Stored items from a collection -
==============================

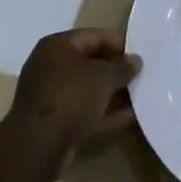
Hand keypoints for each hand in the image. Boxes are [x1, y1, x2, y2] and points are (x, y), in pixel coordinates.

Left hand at [8, 28, 140, 173]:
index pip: (94, 36)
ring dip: (112, 94)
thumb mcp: (104, 76)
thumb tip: (135, 61)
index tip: (141, 56)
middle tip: (141, 77)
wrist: (39, 145)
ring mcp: (50, 95)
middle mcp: (50, 66)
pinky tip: (130, 118)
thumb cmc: (71, 96)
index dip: (119, 44)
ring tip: (140, 97)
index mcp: (57, 45)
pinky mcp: (54, 122)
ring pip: (88, 90)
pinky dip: (104, 113)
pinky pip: (84, 111)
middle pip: (90, 63)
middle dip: (116, 71)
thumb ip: (122, 67)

==============================

Goal of the exercise - Because only the text is wanted, copy each record above precisely and omit its pictures.

Response -
Hand keypoints for each hand in the image. Boxes are [x1, y1, x2, y2] and points are (x, y), in pixel coordinates.

Left hand at [8, 28, 140, 173]:
index pip: (94, 36)
ring dip: (112, 94)
thumb mcp: (104, 76)
thumb tip: (135, 61)
index tip: (141, 56)
middle tip: (141, 77)
wrist: (39, 145)
ring mcp: (50, 95)
middle mcp: (50, 66)
pinky tip: (130, 118)
thumb cmc: (71, 96)
index dip: (119, 44)
ring tip: (140, 97)
index mcp: (57, 45)
pinky mcp: (54, 122)
ring pip: (88, 90)
pinky dip: (104, 113)
pinky pip: (84, 111)
middle pip: (90, 63)
middle dip: (116, 71)
thumb ip: (122, 67)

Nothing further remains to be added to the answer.